JANUARY 2004
CONTENTS
CATALOGUING THE LATIN INSCRIPTIONS IN THE
BRITISH MUSEUM: IN XML? BY JONATHAN PRAG
THE MARK-UP OF ARCHAEOLOGICAL EXCAVATION REPORTS
USING THE DTD OF THE TEXT ENCODING INITIATIVE (TEI) BY CHRISTIANE
MECKSEPER
GETTING YOUR DATA BACK; AN INTRODUCTION TO
XQUERY BY MARK BELL
Mark Bell
Welcome to the second edition of the newsletter. I am glad to
say there was positive feedback on the first issue. I am also glad
to say this issue has articles by authors other that me.
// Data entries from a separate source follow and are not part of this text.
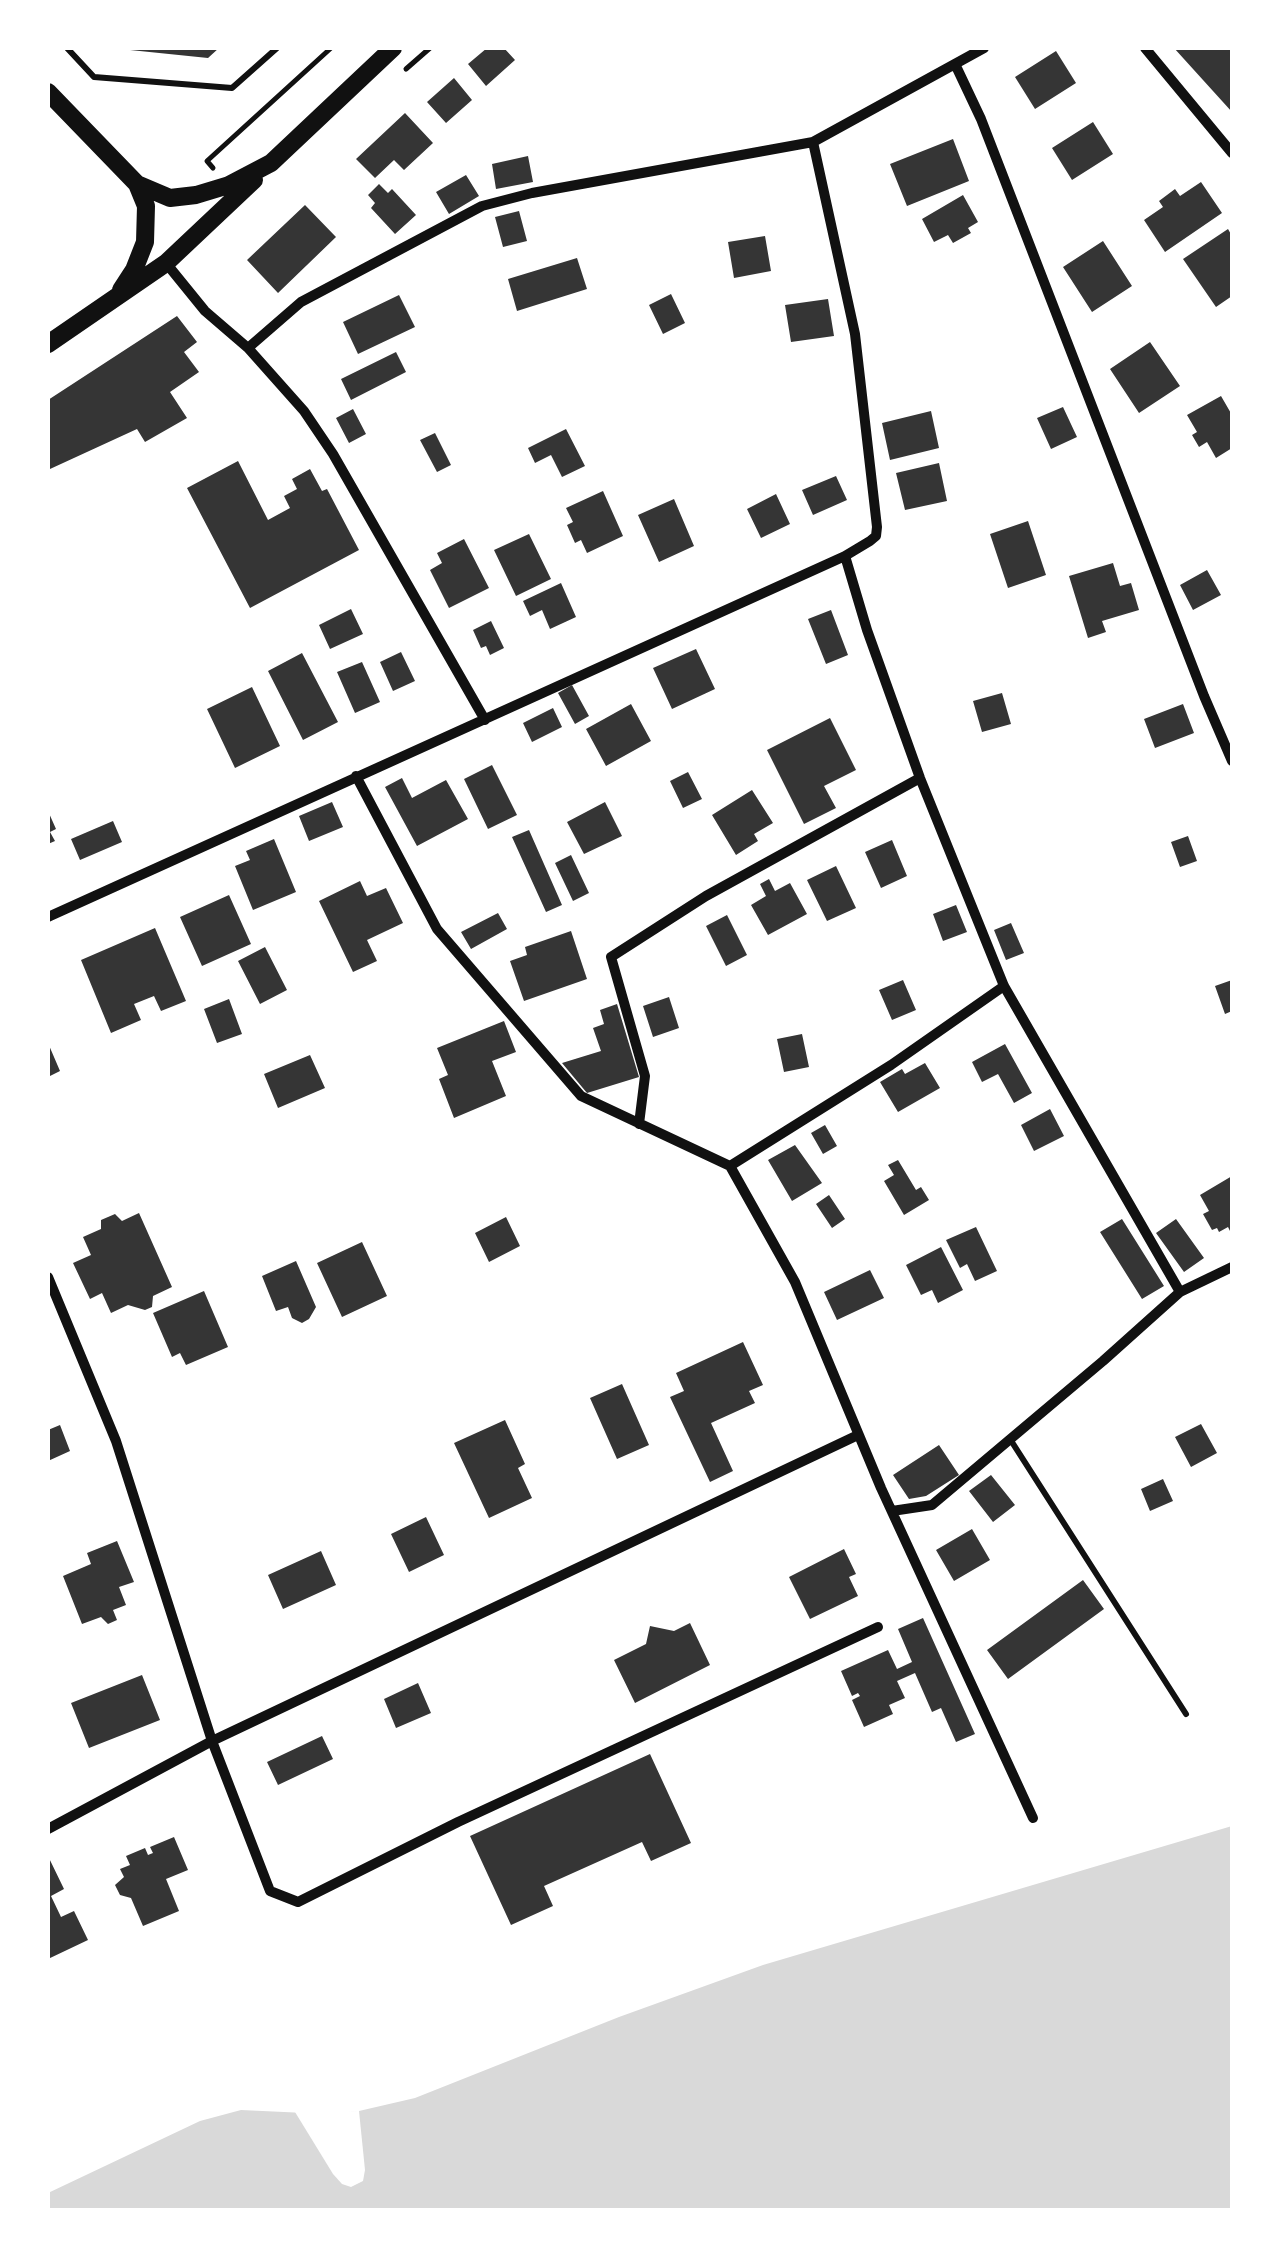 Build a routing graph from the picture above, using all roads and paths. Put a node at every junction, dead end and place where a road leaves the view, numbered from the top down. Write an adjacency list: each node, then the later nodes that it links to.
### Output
1 (67, 48): 2 (lane)
2 (278, 48)
3 (330, 48): 12 (path)
4 (393, 48): 11 (main road)
5 (984, 48): 7 (street)
6 (1145, 48): 10 (street)
7 (955, 64): 9 (street); 20 (street)
8 (48, 92): 13 (main road)
9 (813, 142): 17 (street); 18 (street)
10 (1232, 154)
11 (271, 164): 13 (main road); 14 (main road)
12 (216, 171)
13 (137, 184): 15 (main road)
14 (166, 263): 15 (main road); 17 (street)
15 (115, 300): 16 (main road)
16 (48, 344)
17 (248, 348): 19 (street)
18 (845, 556): 19 (street); 22 (street)
19 (485, 720): 21 (street)
20 (1232, 761)
21 (356, 776): 23 (street); 25 (street)
22 (920, 778): 24 (street); 25 (street)
23 (48, 917)
24 (1004, 986): 26 (street); 29 (street)
25 (640, 1124): 26 (street)
26 (730, 1166): 30 (street)
27 (1232, 1267): 29 (street)
28 (48, 1277): 35 (street)
29 (1180, 1292): 31 (street)
30 (858, 1435): 32 (street); 35 (street)
31 (1010, 1438): 32 (street); 34 (lane)
32 (892, 1510): 36 (street)
33 (878, 1627): 35 (street)
34 (1186, 1714)
35 (212, 1742): 37 (street)
36 (1033, 1818)
37 (48, 1830) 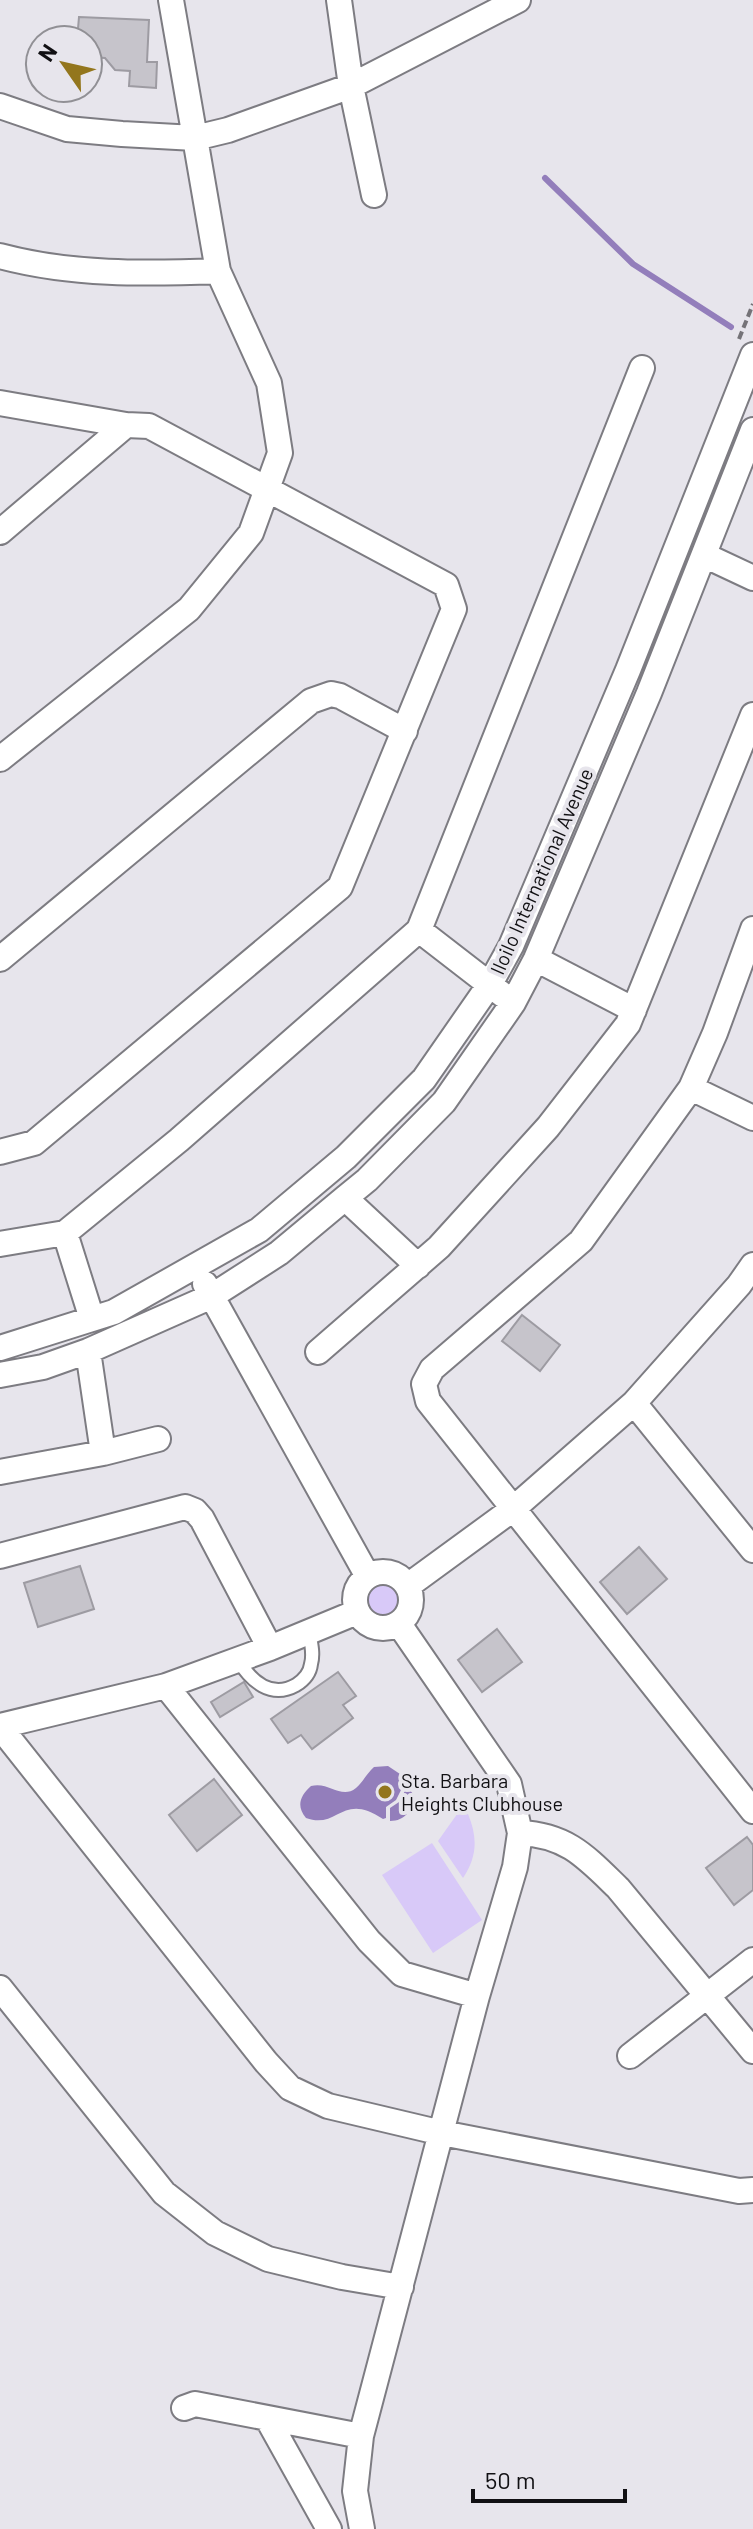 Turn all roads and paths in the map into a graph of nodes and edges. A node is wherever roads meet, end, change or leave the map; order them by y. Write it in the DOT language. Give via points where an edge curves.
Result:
graph roads {
  1 [pos="171,0"];
  2 [pos="339,0"];
  3 [pos="518,0"];
  4 [pos="491,7"];
  5 [pos="351,86"];
  6 [pos="0,106"];
  7 [pos="195,138"];
  8 [pos="374,195"];
  9 [pos="0,256"];
  10 [pos="218,271"];
  11 [pos="753,355"];
  12 [pos="642,368"];
  13 [pos="0,403"];
  14 [pos="126,425"];
  15 [pos="753,430"];
  16 [pos="268,489"];
  17 [pos="0,532"];
  18 [pos="704,555"];
  19 [pos="753,578"];
  20 [pos="753,715"];
  21 [pos="405,731"];
  22 [pos="0,759"];
  23 [pos="753,929"];
  24 [pos="419,930"];
  25 [pos="0,959"];
  26 [pos="536,959"];
  27 [pos="490,984"];
  28 [pos="513,1003"];
  29 [pos="634,1010"];
  30 [pos="691,1088"];
  31 [pos="753,1118"];
  32 [pos="0,1152"];
  33 [pos="345,1198"];
  34 [pos="65,1233"];
  35 [pos="0,1244"];
  36 [pos="753,1265"];
  37 [pos="418,1266"];
  38 [pos="194,1267"];
  39 [pos="746,1294"];
  40 [pos="212,1296"];
  41 [pos="92,1319"];
  42 [pos="0,1348"];
  43 [pos="88,1351"];
  44 [pos="318,1352"];
  45 [pos="0,1375"];
  46 [pos="634,1403"];
  47 [pos="158,1439"];
  48 [pos="103,1453"];
  49 [pos="0,1472"];
  50 [pos="513,1509"];
  51 [pos="753,1550"];
  52 [pos="0,1556"];
  53 [pos="367,1575"];
  54 [pos="409,1585"];
  55 [pos="357,1612"];
  56 [pos="399,1624"];
  57 [pos="309,1632"];
  58 [pos="270,1648"];
  59 [pos="238,1660"];
  60 [pos="166,1686"];
  61 [pos="0,1726"];
  62 [pos="753,1811"];
  63 [pos="520,1833"];
  64 [pos="753,1960"];
  65 [pos="0,1988"];
  66 [pos="706,1995"];
  67 [pos="477,1996"];
  68 [pos="753,2051"];
  69 [pos="630,2056"];
  70 [pos="442,2133"];
  71 [pos="753,2190"];
  72 [pos="401,2287"];
  73 [pos="184,2408"];
  74 [pos="267,2418"];
  75 [pos="361,2436"];
  76 [pos="329,2529"];
  77 [pos="362,2529"];
  1 -- 7 [label="street"];
  2 -- 5 [label="street"];
  3 -- 4 [label="street"];
  4 -- 5 [label="street"];
  5 -- 7 [label="street"];
  5 -- 8 [label="street"];
  6 -- 7 [label="street" via="67,129"];
  7 -- 10 [label="street"];
  9 -- 10 [label="street" via="75,270"];
  10 -- 16 [label="street" via="269,383 280,453"];
  11 -- 27 [label="street, Iloilo International Avenue" via="558,840"];
  12 -- 24 [label="street"];
  13 -- 14 [label="street"];
  14 -- 16 [label="street" via="149,426"];
  14 -- 17 [label="street"];
  15 -- 18 [label="street, Iloilo International Avenue"];
  16 -- 21 [label="street" via="446,585 454,609"];
  16 -- 22 [label="street" via="251,533 189,609"];
  18 -- 19 [label="street"];
  18 -- 26 [label="street, Iloilo International Avenue"];
  20 -- 29 [label="street"];
  21 -- 25 [label="street" via="340,696 311,701"];
  21 -- 32 [label="street" via="340,887 34,1143"];
  23 -- 30 [label="street"];
  24 -- 27 [label="street"];
  24 -- 34 [label="street"];
  26 -- 28 [label="street, Iloilo International Avenue"];
  26 -- 29 [label="street"];
  27 -- 28 [label="street"];
  27 -- 38 [label="street, Iloilo International Avenue" via="424,1079 346,1157 259,1230"];
  28 -- 33 [label="street, Iloilo International Avenue" via="444,1102"];
  29 -- 37 [label="street" via="548,1127"];
  30 -- 31 [label="street"];
  30 -- 50 [label="street" via="581,1241 432,1369 424,1384 428,1401"];
  33 -- 37 [label="street"];
  33 -- 40 [label="street, Iloilo International Avenue" via="279,1253"];
  34 -- 35 [label="street"];
  34 -- 41 [label="street"];
  36 -- 39 [label="street"];
  37 -- 44 [label="street"];
  38 -- 40 [label="street"];
  38 -- 41 [label="street, Iloilo International Avenue"];
  39 -- 46 [label="street"];
  40 -- 43 [label="street, Iloilo International Avenue"];
  40 -- 53 [label="street"];
  41 -- 42 [label="street, Iloilo International Avenue"];
  43 -- 45 [label="street, Iloilo International Avenue"];
  43 -- 48 [label="street"];
  46 -- 50 [label="street"];
  46 -- 51 [label="street"];
  47 -- 48 [label="street"];
  48 -- 49 [label="street"];
  50 -- 54 [label="street"];
  50 -- 62 [label="street"];
  52 -- 58 [label="street" via="185,1507 202,1519"];
  53 -- 54 [label="street" via="382,1570 398,1574"];
  53 -- 55 [label="street" via="354,1599"];
  54 -- 56 [label="street" via="413,1599"];
  55 -- 56 [label="street" via="368,1624 383,1629"];
  55 -- 57 [label="street"];
  56 -- 63 [label="street" via="509,1784"];
  57 -- 58 [label="street"];
  57 -- 59 [label="lane" via="312,1663 302,1682 289,1689 259,1685"];
  58 -- 59 [label="street"];
  59 -- 60 [label="street"];
  60 -- 61 [label="street"];
  60 -- 67 [label="street" via="369,1941 402,1974"];
  61 -- 70 [label="street" via="290,2088 328,2106"];
  63 -- 66 [label="street" via="573,1846 618,1888"];
  63 -- 67 [label="street"];
  64 -- 66 [label="street"];
  65 -- 72 [label="street" via="164,2193 215,2233 268,2259"];
  66 -- 68 [label="street"];
  66 -- 69 [label="street"];
  67 -- 70 [label="street"];
  70 -- 71 [label="street"];
  70 -- 72 [label="street"];
  72 -- 75 [label="street"];
  73 -- 74 [label="street" via="195,2404"];
  74 -- 75 [label="street"];
  74 -- 76 [label="street"];
  75 -- 77 [label="street" via="355,2491"];
}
Submissions however long or short are always welcome. Please keep
the comments coming. I hope to produce another newsletter soon
after Easter, when there should be some reports from the CAA
conference in Prato – see below.
In the last newsletter I said there was going to be a specific
session on XML at CAA 2000 in Prato. James Landrum emailed me to
say “There will not be a technology-specific session on XML
and Databases at CAA2004, however there will be a number of
sessions in which XML and databases play roles, and therefore there
may be papers relevant to XML and related markup issues in a
variety of sessions”. Further details of papers should be
posted on the CAA2004 website at
conference will run from 13-17 April 2004.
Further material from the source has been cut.